Who will have more informants: the Stasi or Covid marshals?

19 September 2020

9:00 AM

19 September 2020

9:00 AM

Information overload

The government’s plan to put ‘Covid wardens’ on the streets to enforce the new rule against more than six people meeting in public has been likened to the practice of the East German Stasi relying on mass informants. How many East Germans worked on behalf of the Stasi?

— According to historian Helmut Mueller-Enbergs, 620,000 Germans acted as informers during the 51-year history of East Germany, including 12,000 West Germans.

— When the Berlin Wall fell in 1989, 189,000 East Germans were Stasi informants, just over 1 per cent of its 16 million population, and one in 20 Communist party members.

Back in business?

In which sectors is the jobs market recovering most strongly? Increase/decrease in vacancies between April-June and June-August:

Transport and storage +66.6%
Accommodation and food service +35.9%
Retail +27%
Motor trade + 22.2%
Human health and social work +18.2%
Arts and entertainment +17%
Mining/quarrying –7.3%


Source: ONS

Museum piece

Are we visiting museums again?

— In the week beginning 20 July, four museums sponsored by the Department for Culture, Media and Sport were open. Between them they averaged 7.5 per cent of daily visitor numbers prior to Covid-19.

— In the week beginning 31 August, ten museums were open, and were averaging 25.2 per cent of pre-Covid visitor numbers.

Gone tomorrow

A documentary by Sir David Attenborough claimed that one million species are in danger of going extinct. How many have already bitten the dust?

— Sir David’s claim was first made in a report last night by the Intergovernmental Science-Policy Platform on Biodiversity and Ecosystem Services.

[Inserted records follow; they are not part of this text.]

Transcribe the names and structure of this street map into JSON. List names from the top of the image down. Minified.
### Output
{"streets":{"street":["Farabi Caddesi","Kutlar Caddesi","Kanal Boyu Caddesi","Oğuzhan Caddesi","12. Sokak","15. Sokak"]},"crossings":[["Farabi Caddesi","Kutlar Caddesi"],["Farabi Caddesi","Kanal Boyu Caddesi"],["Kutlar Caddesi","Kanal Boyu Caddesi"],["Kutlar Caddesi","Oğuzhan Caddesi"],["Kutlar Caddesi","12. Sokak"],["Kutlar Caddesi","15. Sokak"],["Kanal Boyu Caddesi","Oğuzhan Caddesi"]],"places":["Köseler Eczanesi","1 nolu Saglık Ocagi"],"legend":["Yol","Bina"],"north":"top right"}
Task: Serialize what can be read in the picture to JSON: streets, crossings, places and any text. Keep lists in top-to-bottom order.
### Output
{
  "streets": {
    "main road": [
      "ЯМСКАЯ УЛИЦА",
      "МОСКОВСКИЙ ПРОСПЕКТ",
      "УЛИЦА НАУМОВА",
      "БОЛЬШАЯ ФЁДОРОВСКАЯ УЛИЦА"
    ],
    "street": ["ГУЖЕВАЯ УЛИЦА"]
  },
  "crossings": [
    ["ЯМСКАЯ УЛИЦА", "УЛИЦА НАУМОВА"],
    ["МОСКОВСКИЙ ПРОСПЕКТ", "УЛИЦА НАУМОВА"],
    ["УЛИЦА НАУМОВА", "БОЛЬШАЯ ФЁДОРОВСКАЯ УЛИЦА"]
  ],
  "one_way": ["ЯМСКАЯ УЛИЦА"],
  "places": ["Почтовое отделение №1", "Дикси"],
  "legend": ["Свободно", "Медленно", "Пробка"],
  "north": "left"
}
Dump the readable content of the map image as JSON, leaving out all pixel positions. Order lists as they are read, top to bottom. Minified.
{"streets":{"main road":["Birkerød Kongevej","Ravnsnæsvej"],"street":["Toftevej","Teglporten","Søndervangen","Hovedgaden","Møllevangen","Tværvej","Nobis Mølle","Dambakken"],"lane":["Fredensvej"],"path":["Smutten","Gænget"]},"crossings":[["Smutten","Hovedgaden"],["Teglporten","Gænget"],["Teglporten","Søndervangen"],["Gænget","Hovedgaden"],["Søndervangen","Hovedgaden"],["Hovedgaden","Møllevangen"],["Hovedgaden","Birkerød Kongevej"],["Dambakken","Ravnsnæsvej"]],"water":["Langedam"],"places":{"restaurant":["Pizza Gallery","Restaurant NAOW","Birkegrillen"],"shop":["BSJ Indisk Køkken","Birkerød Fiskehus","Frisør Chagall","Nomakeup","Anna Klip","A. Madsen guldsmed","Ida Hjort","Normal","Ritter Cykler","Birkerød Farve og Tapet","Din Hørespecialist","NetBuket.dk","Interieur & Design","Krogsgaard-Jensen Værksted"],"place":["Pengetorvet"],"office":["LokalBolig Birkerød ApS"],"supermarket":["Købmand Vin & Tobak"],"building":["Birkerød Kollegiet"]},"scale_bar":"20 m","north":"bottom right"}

That was out of a total of eight million animal and plant species, three-quarters of them insects.

— The same report claimed 680 vertebrate species have gone extinct since the 16th century, among them the Pinto giant tortoise in 2012.

— However, it is difficult to count species and wild animals, and to tell if they are extinct or not. At least 15 species have come back from the dead, notably the crested gecko which spent 128 years ‘extinct’ before turning up in New Caledonia in 1994.